BY
JEAN-GUY ALLARD—Special for Granma International—
ON Friday, May 20 at the White House Oval Office, US President George Bush
received a small Cuban-American delegation headed by terrorist Luis Zúñiga
Rey, founder of the Cuban-American National Foundation’s paramilitary
committee in Miami, which for years assured the financing and logistics of
Luis Posada Carriles’ terrorist activities.
Zúñiga created and led the CANF paramilitary committee with
Horacio García, Roberto Martin Pérez, Alberto Hernández
and Feliciano Foyo.
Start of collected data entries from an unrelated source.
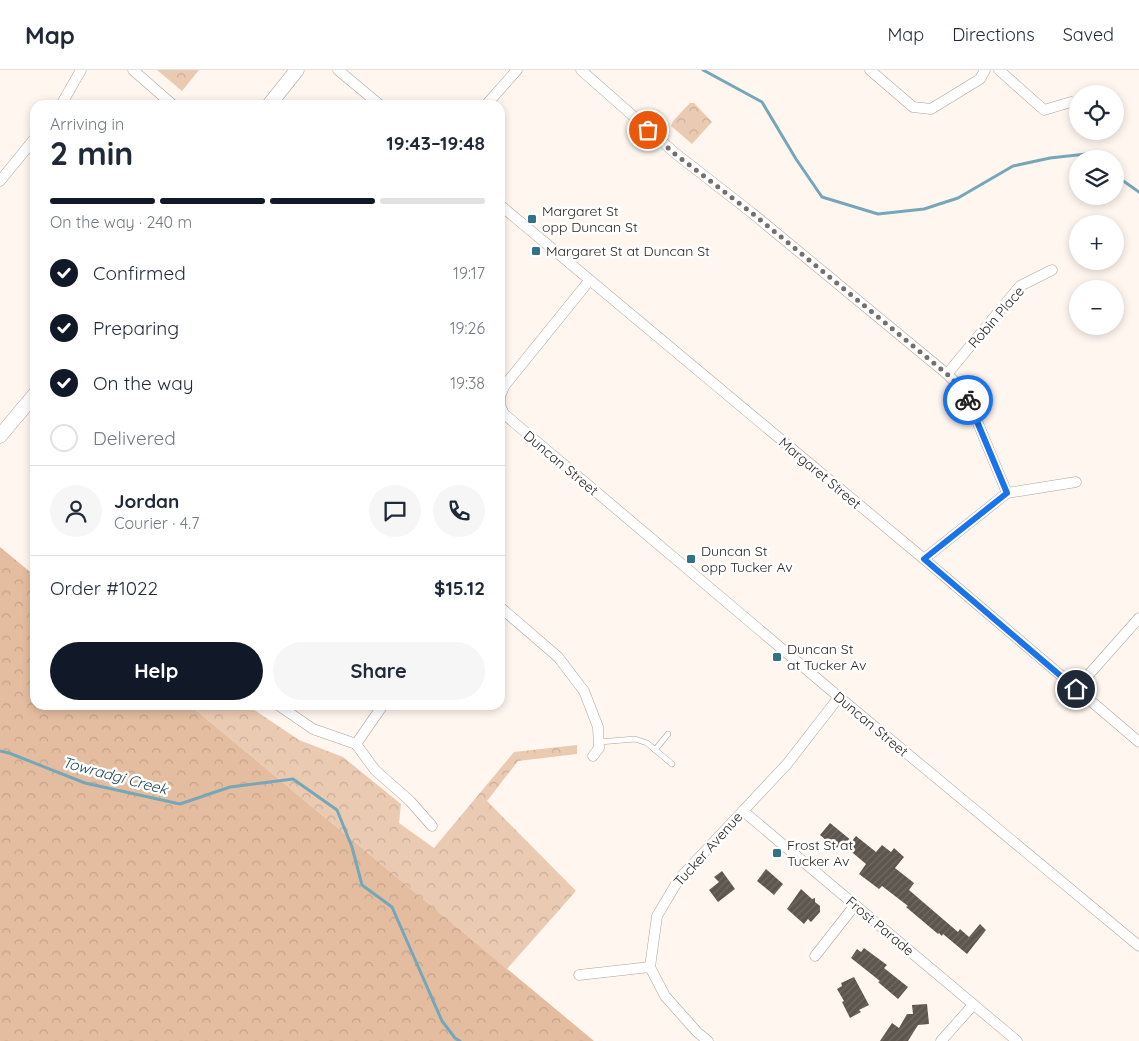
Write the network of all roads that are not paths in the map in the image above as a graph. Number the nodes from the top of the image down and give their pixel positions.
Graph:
1 (80, 70) edge
2 (133, 70) edge
3 (297, 70) edge
4 (338, 70) edge
5 (517, 70) edge
6 (581, 70) edge
7 (870, 70) edge
8 (985, 70) edge
9 (999, 70) edge
10 (63, 100) edge
11 (167, 100) edge
12 (273, 100) edge
13 (374, 100) edge
14 (490, 100) edge
15 (1069, 103) edge
16 (30, 144) edge
17 (0, 181) edge
18 (505, 209) edge
19 (1052, 270) dead end
20 (589, 281) junction
21 (947, 374) junction
22 (505, 385) edge
23 (30, 400) edge
24 (505, 415) edge
25 (0, 436) edge
26 (1076, 482) dead end
27 (1007, 493) junction
28 (924, 559) junction
29 (505, 611) edge
30 (1139, 618) edge
31 (1076, 689) junction
32 (839, 697) junction
33 (285, 710) edge
34 (380, 710) edge
35 (668, 734) dead end
36 (599, 742) junction
37 (1139, 742) edge
38 (356, 744) junction
39 (655, 750) junction
40 (593, 756) dead end
41 (672, 764) dead end
42 (742, 811) junction
43 (432, 826) dead end
44 (856, 905) junction
45 (1139, 946) edge
46 (815, 956) dead end
47 (650, 967) junction
48 (579, 975) dead end
49 (973, 1004) junction
50 (708, 1041) edge
51 (941, 1041) edge
52 (1017, 1041) edge

1 - 10 street
2 - 11 street
3 - 12 main road
4 - 13 street
5 - 14 street
6 - 21 street
7 - 8 street
9 - 15 street
16 - 17 street
18 - 20 street, Margaret Street
19 - 21 street, Robin Place
20 - 22 street, Duncan Street
20 - 28 street, Margaret Street
21 - 27 street
23 - 25 main road
24 - 32 street, Duncan Street
26 - 27 street
27 - 28 street
28 - 31 street, Margaret Street
29 - 36 street
30 - 31 street
31 - 37 street, Margaret Street
32 - 42 street, Tucker Avenue
32 - 45 street, Duncan Street
33 - 38 street
34 - 38 street
35 - 39 lane
36 - 39 lane
36 - 40 street
38 - 43 street
39 - 41 lane
42 - 44 street, Frost Parade
42 - 47 street, Tucker Avenue
44 - 46 street
44 - 49 street, Frost Parade
47 - 48 street
47 - 50 street
49 - 51 street
49 - 52 street, Frost Parade

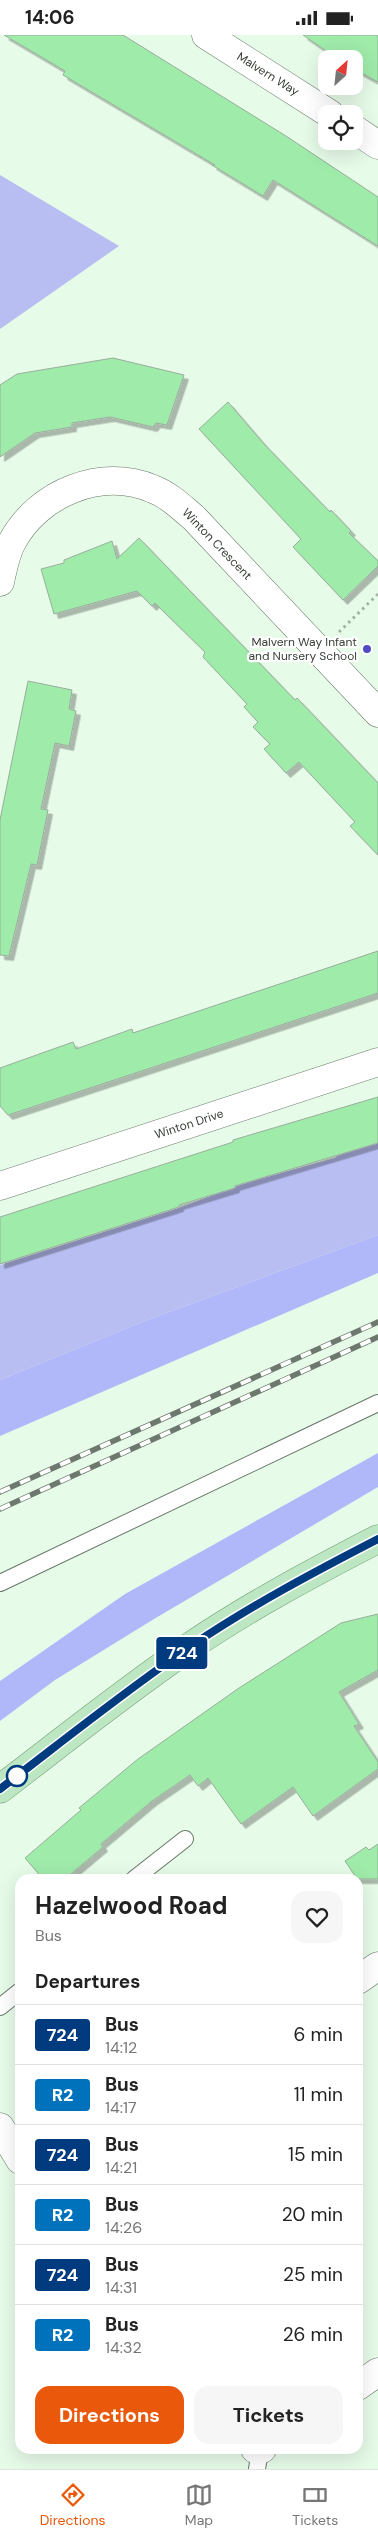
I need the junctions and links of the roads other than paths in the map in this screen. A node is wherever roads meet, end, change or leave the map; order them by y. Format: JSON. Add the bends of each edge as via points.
{"nodes":[{"id":1,"x":206,"y":35,"type":"edge"},
{"id":2,"x":318,"y":106,"type":"edge"},
{"id":3,"x":363,"y":135,"type":"edge"},
{"id":4,"x":378,"y":145,"type":"edge"},
{"id":5,"x":0,"y":582,"type":"edge"},
{"id":6,"x":378,"y":713,"type":"edge"},
{"id":7,"x":378,"y":1062,"type":"edge"},
{"id":8,"x":0,"y":1186,"type":"edge"},
{"id":9,"x":378,"y":1403,"type":"edge"},
{"id":10,"x":378,"y":1539,"type":"edge"},
{"id":11,"x":0,"y":1583,"type":"edge"},
{"id":12,"x":0,"y":1789,"type":"edge"},
{"id":13,"x":185,"y":1839,"type":"dead end"},
{"id":14,"x":140,"y":1874,"type":"edge"},
{"id":15,"x":378,"y":1967,"type":"edge"},
{"id":16,"x":363,"y":1977,"type":"edge"},
{"id":17,"x":15,"y":1995,"type":"edge"},
{"id":18,"x":0,"y":2007,"type":"edge"},
{"id":19,"x":0,"y":2127,"type":"edge"},
{"id":20,"x":15,"y":2152,"type":"edge"},
{"id":21,"x":378,"y":2372,"type":"edge"},
{"id":22,"x":363,"y":2382,"type":"edge"}],
"edges":[{"from":1,"to":2,"type":"street","name":"Malvern Way"},
{"from":3,"to":4,"type":"street"},
{"from":5,"to":6,"type":"street","name":"Winton Crescent","via":[[12,543],[24,523],[40,506],[61,493],[108,480],[154,489],[194,518]]},
{"from":7,"to":8,"type":"street","name":"Winton Drive"},
{"from":9,"to":11,"type":"lane"},
{"from":10,"to":12,"type":"main road","via":[[312,1573],[193,1645]]},
{"from":13,"to":14,"type":"lane"},
{"from":15,"to":16,"type":"street"},
{"from":17,"to":18,"type":"lane"},
{"from":19,"to":20,"type":"street"},
{"from":21,"to":22,"type":"street"}]}
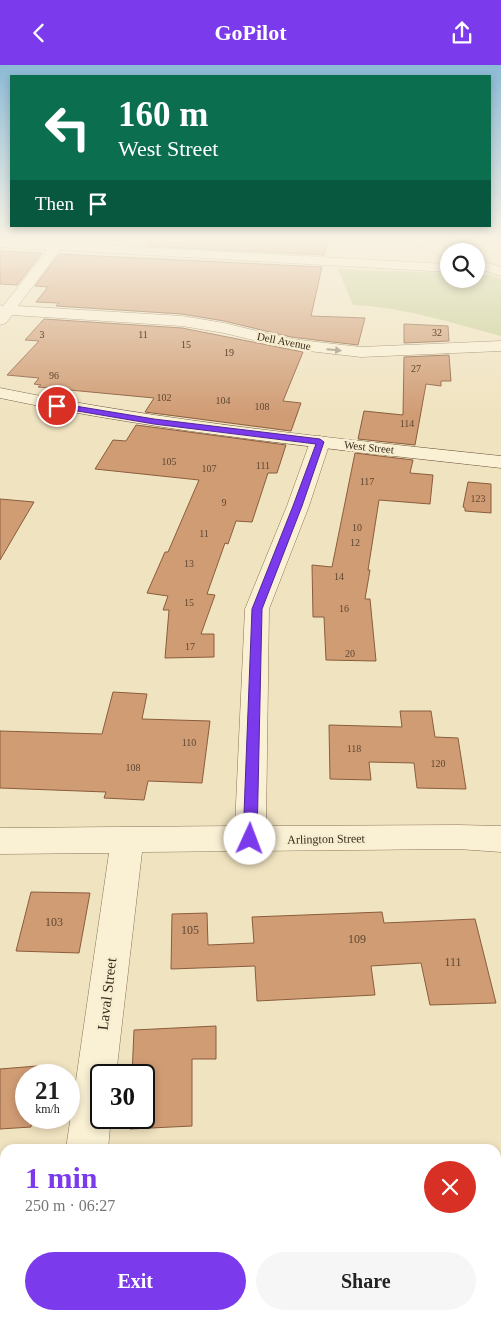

The international terrorist Luis Posada Carriles publically
designated that committee and those individuals as his primary financial and
logistical support.
That individual previously had been captured on August 1, 1974, near Boca
Ciega, in Havana, when he was caught red-handed with a load of explosives
and weapons, together with two other members of a terrorist commando who had
infiltrated with the objective of carrying out attacks.
"DO IT AND YOU WILL BE WELL-COMPENSATED!"
Percy Alvarado, the famous Agent Frayle of Cuban state security, met Luis
Zúñiga in Miami, during a mission.
"Zúñiga told me, face to face, that it was necessary to
be violent and cold-blooded, calculating and merciless, to overthrow Fidel
and the Revolution," the Guatemalan recently recalled in a memoir.
"I can still see him that November night in 1993, when he proposed sinister
plans by the CANF to set off powerful bombs in Havana’s Hotel Nacional
and in a famous restaurant in that city."
"He had no shame or concern for the consequences of the proposal he had
just laid out for me: ‘Do it,’ he said, ‘and you will be
well-compensated!’ A supply of weapons and explosives had to be organized
so that my supposed cell would place the bombs in the hotels and tourist sites
in Havana."
"They also would give me eight capsules of live phosphorus to burn down
cinemas and theaters full of innocent Cubans," he recalled. "During
those nights of November and December of 1993, he had no pity, just irrational
hate and a thirst for vengeance," Percy Alvarado commented, adding that
Zúñiga demanded that he study the vulnerability of Cuban hotels,
thermoelectric plants and refineries for future attacks.
Former Agent Frayle specified that Zúñiga systematically recruited
Cubans or visitors to the island to carry out acts of terrorism. In 1993,
he charged him with blowing up the Tropicana nightclub in exchange for $20,000,
making that proposal from his position as director of CANF.
Zúñiga is now executive director of the Cuban Liberty Council,
an organization that brings together the most fanatical elements of the Miami
mafia – several of them with pasts as CIA "collaborators"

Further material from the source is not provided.